For any odd integer $n > 2$, show that there isn't any positive integer $x$, such that: $$x^n + (x+1)^n = (x+2)^n$$
Writing it using Newton's binom, we obtain: $$x^n = \sum_{i=1}^{n} \binom{n}{i} \cdot x^{n-i} \cdot (2^i - 1)$$
I don't know how to continue the problem. Can you help me, please? Thanks!
Hint: Consider the cases $x=3k$, $x=3k+1$, $x=3k-1$ separately. You should find the remainders on division by $3$ are incompatible in all three cases.

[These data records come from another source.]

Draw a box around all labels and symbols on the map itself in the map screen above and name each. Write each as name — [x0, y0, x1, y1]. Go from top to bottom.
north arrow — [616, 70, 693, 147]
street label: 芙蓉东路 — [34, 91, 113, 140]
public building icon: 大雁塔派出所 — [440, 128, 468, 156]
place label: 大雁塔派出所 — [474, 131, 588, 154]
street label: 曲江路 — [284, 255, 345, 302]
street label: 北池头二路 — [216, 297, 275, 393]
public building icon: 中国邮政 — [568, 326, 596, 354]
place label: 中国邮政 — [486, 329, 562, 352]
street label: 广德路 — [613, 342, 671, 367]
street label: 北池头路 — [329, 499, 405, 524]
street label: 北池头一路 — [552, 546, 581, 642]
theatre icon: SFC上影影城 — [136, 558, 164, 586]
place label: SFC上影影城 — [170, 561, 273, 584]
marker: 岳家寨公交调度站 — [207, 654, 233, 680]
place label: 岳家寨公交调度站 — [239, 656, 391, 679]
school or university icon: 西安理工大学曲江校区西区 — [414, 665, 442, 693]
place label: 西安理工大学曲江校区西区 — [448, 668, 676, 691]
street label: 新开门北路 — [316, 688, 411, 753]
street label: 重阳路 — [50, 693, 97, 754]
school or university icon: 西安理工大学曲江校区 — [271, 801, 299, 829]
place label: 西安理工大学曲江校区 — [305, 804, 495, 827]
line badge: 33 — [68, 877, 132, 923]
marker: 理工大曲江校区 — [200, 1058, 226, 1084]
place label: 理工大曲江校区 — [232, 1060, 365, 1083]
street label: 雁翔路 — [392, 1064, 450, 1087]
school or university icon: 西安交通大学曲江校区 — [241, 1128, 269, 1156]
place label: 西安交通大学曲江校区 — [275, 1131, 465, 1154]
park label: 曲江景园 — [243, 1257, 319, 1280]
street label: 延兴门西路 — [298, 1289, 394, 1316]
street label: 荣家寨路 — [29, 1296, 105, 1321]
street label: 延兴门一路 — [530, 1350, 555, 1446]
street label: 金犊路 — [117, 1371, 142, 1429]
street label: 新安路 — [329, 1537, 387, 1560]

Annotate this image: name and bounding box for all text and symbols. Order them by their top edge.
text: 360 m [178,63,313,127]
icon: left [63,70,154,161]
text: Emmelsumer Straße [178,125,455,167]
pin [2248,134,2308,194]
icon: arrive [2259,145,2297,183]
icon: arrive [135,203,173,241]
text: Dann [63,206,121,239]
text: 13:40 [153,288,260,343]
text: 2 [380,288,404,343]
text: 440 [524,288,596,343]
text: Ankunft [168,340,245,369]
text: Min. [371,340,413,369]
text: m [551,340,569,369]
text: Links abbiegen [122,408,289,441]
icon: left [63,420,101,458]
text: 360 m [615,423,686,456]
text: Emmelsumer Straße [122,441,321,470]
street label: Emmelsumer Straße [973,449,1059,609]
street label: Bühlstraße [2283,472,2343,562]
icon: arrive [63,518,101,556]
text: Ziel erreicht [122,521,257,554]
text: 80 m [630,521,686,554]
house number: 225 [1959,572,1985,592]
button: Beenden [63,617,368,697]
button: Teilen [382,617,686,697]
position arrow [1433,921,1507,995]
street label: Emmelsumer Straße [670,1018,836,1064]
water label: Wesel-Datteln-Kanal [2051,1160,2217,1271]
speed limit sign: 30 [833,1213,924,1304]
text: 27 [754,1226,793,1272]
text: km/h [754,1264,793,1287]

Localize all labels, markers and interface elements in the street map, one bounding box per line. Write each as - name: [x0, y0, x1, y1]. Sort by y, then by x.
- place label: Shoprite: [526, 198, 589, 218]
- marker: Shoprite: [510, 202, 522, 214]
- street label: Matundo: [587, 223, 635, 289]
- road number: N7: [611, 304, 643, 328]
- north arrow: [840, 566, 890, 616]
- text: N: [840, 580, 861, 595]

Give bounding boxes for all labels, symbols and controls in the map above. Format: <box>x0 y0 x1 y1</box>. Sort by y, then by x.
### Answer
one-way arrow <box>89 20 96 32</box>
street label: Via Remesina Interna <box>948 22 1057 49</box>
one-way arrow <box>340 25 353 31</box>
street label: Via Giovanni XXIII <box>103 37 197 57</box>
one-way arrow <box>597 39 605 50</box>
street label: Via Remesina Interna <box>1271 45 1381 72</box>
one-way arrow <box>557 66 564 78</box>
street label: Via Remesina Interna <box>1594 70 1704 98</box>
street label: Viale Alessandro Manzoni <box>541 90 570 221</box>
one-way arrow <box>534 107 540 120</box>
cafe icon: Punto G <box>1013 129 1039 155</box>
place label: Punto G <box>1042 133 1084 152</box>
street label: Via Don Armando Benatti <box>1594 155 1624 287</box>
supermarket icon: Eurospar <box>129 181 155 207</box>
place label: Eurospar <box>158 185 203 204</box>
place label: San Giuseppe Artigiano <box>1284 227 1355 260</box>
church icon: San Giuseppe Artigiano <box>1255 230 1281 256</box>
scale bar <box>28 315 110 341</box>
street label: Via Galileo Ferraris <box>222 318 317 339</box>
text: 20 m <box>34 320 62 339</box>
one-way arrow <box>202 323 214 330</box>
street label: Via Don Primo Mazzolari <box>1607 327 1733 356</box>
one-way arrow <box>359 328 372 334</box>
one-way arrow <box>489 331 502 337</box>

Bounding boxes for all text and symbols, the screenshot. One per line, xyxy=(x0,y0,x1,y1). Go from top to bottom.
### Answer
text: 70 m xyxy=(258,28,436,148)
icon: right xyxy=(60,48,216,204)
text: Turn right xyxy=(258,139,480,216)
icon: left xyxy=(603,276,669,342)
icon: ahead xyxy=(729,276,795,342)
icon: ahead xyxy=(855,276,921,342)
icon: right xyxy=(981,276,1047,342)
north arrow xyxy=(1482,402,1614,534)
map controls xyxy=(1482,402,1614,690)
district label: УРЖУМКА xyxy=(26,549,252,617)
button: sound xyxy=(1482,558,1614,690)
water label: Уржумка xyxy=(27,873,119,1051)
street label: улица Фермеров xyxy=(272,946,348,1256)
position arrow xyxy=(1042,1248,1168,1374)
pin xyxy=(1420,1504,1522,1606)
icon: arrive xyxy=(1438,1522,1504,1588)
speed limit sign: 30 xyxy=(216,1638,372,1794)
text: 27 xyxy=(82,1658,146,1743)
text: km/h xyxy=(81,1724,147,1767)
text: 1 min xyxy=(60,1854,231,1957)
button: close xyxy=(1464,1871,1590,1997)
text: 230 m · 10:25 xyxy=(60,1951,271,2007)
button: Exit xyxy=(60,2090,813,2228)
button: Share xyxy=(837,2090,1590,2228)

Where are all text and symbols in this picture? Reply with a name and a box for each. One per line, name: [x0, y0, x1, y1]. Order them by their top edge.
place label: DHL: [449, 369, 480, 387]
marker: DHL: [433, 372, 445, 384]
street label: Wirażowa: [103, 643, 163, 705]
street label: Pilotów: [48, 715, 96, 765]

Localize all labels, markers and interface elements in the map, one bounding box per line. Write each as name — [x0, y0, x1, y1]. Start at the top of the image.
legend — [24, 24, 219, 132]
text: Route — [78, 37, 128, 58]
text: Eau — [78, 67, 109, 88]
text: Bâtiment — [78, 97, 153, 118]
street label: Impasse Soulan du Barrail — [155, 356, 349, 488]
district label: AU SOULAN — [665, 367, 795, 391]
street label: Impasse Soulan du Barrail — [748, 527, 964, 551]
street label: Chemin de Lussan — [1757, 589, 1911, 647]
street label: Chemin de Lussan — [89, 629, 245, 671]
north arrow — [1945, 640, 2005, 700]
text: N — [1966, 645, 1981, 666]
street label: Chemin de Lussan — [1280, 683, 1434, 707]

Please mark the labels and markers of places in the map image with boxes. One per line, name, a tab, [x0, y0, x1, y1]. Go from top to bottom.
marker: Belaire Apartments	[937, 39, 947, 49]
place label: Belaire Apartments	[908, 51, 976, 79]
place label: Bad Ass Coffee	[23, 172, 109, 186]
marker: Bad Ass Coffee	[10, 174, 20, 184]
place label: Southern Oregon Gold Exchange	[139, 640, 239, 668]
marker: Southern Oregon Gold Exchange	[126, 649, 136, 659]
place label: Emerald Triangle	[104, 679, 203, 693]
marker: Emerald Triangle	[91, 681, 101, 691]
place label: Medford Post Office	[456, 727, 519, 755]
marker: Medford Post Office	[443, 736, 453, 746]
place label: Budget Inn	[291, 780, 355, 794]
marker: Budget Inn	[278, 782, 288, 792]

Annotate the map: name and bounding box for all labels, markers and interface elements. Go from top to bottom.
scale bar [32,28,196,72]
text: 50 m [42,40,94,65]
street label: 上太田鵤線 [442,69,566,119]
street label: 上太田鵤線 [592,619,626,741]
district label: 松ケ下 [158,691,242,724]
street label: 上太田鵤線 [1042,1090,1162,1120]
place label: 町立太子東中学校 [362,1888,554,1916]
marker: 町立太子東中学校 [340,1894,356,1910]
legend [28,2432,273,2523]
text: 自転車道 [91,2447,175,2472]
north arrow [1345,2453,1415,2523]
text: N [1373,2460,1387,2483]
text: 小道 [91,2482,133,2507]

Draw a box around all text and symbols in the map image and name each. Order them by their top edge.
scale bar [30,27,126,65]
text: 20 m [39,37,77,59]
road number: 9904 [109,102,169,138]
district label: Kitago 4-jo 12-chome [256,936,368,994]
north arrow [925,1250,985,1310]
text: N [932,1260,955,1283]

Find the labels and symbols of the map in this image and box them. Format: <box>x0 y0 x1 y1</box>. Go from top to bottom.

Claim 1: If $x$ is even then the left side is odd but right side is even so no even solution.
Claim 2: If $x$ is odd, then $x \equiv \pm 1 \pmod{4}$. In which case (with $n$ being odd) we have left side is either $1+2^n \pmod{4}$ or $-1 \pmod{4}$, whereas the right side is $-1 \pmod{4}$ or $1 \pmod{4}$ respectively. For $n>2$ the two sides are not equal. Hence no solution.
The reminders by $x$ is equal, then
$2^n=kx+1$
$LHD=x^n+(x+1)^n=x*(A(x)+n)+1$
$RHD=(x+2)^n=x(B(x)+2n)+kx+1=x(B(x)+2n+k)+1$
Since $n≠2n+k$, there doesn't such integers.